**** RECORDS FOR THE TASK ****
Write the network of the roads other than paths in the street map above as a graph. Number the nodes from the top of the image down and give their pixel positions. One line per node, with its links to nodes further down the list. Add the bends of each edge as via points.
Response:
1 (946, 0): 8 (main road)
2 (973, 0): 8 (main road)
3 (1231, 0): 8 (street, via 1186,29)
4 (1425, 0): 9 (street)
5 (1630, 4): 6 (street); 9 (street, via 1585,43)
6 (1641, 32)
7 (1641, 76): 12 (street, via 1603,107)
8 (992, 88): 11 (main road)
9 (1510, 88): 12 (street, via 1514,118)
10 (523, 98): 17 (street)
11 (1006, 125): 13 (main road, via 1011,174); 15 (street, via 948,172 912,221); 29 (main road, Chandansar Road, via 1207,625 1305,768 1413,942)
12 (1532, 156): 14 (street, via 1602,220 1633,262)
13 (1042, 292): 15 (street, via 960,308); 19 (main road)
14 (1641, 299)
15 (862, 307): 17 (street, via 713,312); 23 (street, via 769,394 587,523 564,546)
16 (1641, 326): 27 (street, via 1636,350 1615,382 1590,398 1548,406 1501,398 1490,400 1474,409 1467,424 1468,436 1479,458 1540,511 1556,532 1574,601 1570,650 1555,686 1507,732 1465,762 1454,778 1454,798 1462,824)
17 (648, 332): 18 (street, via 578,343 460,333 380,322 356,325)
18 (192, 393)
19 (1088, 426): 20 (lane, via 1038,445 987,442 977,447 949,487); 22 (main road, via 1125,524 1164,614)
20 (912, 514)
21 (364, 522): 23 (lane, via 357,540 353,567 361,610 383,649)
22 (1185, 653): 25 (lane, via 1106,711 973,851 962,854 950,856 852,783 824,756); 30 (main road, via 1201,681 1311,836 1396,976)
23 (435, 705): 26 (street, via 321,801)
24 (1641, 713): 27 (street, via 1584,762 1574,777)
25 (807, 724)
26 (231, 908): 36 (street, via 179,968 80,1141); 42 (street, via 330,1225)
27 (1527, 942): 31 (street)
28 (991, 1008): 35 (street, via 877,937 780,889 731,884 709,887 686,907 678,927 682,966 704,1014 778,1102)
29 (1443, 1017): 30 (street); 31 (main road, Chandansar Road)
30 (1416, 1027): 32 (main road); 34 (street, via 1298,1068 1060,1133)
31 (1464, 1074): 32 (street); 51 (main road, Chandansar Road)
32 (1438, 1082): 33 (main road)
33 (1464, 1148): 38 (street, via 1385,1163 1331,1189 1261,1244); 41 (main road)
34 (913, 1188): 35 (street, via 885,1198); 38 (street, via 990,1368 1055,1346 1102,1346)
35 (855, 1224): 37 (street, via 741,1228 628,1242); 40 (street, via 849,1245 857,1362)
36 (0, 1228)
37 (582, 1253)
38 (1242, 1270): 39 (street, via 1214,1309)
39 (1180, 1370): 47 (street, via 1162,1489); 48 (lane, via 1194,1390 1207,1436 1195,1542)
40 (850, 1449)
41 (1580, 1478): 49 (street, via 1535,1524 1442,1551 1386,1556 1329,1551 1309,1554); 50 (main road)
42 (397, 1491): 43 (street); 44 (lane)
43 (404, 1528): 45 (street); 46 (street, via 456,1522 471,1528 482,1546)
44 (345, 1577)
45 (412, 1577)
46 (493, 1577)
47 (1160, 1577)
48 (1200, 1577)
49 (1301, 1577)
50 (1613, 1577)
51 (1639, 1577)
****
Scan the listing above for the word "Chandansar" and show each line where it is found.

RESPONSE TO THE EXERCISE:
11 (1006, 125): 13 (main road, via 1011,174); 15 (street, via 948,172 912,221); 29 (main road, Chandansar Road, via 1207,625 1305,768 1413,942)
29 (1443, 1017): 30 (street); 31 (main road, Chandansar Road)
31 (1464, 1074): 32 (street); 51 (main road, Chandansar Road)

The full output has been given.